Dale himself has voted in favour of a rate hike in recent months in
part, as the MPC minutes state, due to concerns over “the possibility
that inflation expectations would increase.”

The BOE’s own research, however, published in the Quarterly
Bulletin, suggests that at present inflation expectations have not
soared or become completely detached from the MPC’s target.

“The current data suggest that long-term inflation expectations
remain reasonably well anchored to the target. The signals regarding
short- and medium-term inflation expectations are more mixed, but there
are few signs that they have become significantly de-anchored,” Dale
writes.

“Even with short-term inflation expectations remaining elevated,
there is little evidence as yet that they are becoming entrenched in
wage and price-setting behaviour,” he added.

“But because inflation expectations cannot be observed
directly and there are significant uncertainties surrounding the
different indicators used, this risk can be assessed only imperfectly
and it remains a key area of concern for the Committee,” he stated.

International experience suggests when inflation deviates from
target, inflation expectations tend to drift in the same direction. Dale
says, however, that recent movement in UK inflation have been mixed,
moving both up and down “reflecting volatility in inflation and in
measures of inflation expectations.”

The Quarterly Bulletin also contains some other striking results.

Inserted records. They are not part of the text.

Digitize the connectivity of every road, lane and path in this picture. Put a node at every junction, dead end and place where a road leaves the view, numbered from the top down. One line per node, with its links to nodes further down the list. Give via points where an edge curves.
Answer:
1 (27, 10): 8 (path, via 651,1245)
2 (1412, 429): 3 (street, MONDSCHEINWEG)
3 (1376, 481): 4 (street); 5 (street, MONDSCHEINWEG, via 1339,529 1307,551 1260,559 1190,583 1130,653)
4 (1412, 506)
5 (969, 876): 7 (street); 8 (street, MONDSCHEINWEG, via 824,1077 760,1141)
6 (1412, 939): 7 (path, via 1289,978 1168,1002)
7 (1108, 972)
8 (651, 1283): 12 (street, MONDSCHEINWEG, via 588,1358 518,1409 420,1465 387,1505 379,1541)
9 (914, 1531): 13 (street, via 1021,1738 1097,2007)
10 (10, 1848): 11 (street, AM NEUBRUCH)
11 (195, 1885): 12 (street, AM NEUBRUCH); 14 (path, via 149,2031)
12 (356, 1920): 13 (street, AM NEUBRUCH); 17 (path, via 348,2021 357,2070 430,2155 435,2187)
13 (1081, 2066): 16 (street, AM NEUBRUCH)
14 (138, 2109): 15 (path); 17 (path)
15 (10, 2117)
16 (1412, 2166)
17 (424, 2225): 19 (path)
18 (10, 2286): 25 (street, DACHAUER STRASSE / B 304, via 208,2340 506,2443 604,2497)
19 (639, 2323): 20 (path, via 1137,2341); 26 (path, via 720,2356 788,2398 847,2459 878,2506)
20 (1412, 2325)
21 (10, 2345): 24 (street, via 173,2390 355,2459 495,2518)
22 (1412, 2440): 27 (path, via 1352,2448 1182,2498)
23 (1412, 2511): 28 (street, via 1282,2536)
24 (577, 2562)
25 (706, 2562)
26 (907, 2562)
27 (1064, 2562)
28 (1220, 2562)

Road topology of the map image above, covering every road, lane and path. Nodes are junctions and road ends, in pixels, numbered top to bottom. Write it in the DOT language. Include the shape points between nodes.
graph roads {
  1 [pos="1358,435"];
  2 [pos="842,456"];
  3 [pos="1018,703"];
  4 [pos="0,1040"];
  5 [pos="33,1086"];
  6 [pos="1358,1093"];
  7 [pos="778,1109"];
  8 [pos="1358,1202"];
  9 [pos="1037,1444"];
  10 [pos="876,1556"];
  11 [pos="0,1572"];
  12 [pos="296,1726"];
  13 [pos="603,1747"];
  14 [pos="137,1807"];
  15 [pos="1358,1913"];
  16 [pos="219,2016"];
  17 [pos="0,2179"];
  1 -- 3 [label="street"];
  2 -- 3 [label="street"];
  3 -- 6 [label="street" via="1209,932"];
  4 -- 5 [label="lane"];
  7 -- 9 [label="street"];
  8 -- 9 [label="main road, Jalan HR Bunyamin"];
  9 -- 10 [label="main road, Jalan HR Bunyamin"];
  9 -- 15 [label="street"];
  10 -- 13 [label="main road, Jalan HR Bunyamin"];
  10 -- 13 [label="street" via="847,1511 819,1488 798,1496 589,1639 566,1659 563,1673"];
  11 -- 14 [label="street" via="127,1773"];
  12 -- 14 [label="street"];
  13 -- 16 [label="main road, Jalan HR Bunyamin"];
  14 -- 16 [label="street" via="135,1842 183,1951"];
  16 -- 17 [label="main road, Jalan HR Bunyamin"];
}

It says the public satisfaction with the way the BOE sets monetary
policy has deteriorated since mid-2010 – a period which has seen
elevated inflation outturns.

Another piece of research appears to explode the myth that the
reason UK housing equity withdrawal has turned negative – that is,
turned into a net equity injection – is because households are paying
down debt more rapidly.

HEW turned negative back in 2008, for the first time since the
1990s, and has stayed negative since.

Citing the BOE research Dale says “the move from positive to
negative HEW appears largely to be the result of the weakness in housing
market transactions; the pace of repayments is little changed.”